THE END OF EDDY, by Édouard Louis. Translated by Michael Lucey. (Picador, $16.) This autobiographical novel follows a young gay boy’s coming-of-age in working-class France. Growing up in a stagnating factory town, where violence and xenophobia are endemic, Eddy was subjected to torment that was only compounded by his sexuality; ultimately, his attraction to men may have been his salvation.

CATTLE KINGDOM: The Hidden History of the Cowboy West, by Christopher Knowlton. (Mariner/Eamon Dolan/Houghton Mifflin Harcourt, $15.99.) Cattle ranching took off in the 1870s, with wealthy Northeast entrepreneurs lured by the promise of the West’s rewards.
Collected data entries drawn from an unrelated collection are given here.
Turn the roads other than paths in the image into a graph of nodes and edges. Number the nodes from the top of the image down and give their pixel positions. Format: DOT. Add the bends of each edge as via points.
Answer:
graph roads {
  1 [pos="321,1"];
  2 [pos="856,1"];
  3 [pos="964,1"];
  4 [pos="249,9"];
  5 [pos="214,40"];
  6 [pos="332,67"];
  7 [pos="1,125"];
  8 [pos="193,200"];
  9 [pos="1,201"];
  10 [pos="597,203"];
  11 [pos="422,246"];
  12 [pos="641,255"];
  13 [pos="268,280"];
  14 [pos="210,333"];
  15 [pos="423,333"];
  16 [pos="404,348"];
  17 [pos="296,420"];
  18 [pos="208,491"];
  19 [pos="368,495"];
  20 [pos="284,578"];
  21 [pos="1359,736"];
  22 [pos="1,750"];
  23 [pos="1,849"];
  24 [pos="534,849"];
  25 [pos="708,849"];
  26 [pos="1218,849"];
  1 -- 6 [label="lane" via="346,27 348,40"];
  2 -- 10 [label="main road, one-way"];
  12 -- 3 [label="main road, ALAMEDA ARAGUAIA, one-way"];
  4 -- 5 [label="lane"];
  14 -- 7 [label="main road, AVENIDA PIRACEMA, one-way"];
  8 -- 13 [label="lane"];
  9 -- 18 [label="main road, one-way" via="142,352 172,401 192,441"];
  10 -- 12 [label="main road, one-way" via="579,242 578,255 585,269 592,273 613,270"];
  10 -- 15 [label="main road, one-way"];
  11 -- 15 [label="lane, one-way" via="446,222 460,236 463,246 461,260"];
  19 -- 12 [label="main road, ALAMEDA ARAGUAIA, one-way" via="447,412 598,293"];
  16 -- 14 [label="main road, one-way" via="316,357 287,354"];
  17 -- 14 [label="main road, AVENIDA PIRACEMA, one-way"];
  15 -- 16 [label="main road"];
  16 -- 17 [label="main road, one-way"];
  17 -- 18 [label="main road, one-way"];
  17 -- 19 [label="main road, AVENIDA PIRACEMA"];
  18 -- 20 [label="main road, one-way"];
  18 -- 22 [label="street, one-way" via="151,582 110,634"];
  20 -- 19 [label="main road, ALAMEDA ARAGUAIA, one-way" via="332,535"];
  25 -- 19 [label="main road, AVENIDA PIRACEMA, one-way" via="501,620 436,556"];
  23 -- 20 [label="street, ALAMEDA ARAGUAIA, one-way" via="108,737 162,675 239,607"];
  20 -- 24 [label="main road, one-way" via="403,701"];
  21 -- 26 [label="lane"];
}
Knowlton picks three novices, including Teddy Roosevelt, to illustrate the industry’s boom and bust; for all the eager forecasting, the era of the cowboys lasted less than two decades.

THE AWKWARD AGE, by Francesca Segal. (Riverhead, $16.) When a widowed English piano teacher and an American obstetrician fall in love in North London, their blossoming romance faces just one hurdle: their teenage children, who can’t stand each other. As the families work to knit together, some prototypically English scenarios arise (“polite, brittle, utterly empty” conversations, for starters), adding humor to the drama. Times reviewer Hermione Hoby called this tidy novel a “spry and accomplished comedy of manners.”

THE SHOW THAT NEVER ENDS: The Rise and Fall of Prog Rock, by David Weigel. (Norton, $17.95.) Weigel delves into the genre’s history, including what it inherited from predecessors like the Beach Boys and the Beatles and its resonance today. As John Williams wrote in The Times, the book is “a new history of the genre written by an ardent, straight-faced defender who also understands what is most outlandishly entertaining about it.”

PERENNIALS, by Mandy Berman. (Random House, $17.) Camp Marigold is the backdrop for this debut novel, where teenagers navigate the perils of female adolescence: puberty, friendship and, above all, sex. At the core is the friendship between Sarah and Fiona, two girls who go on to become counselors, but the book expands to include memories from generations of campers and even Marigold’s director.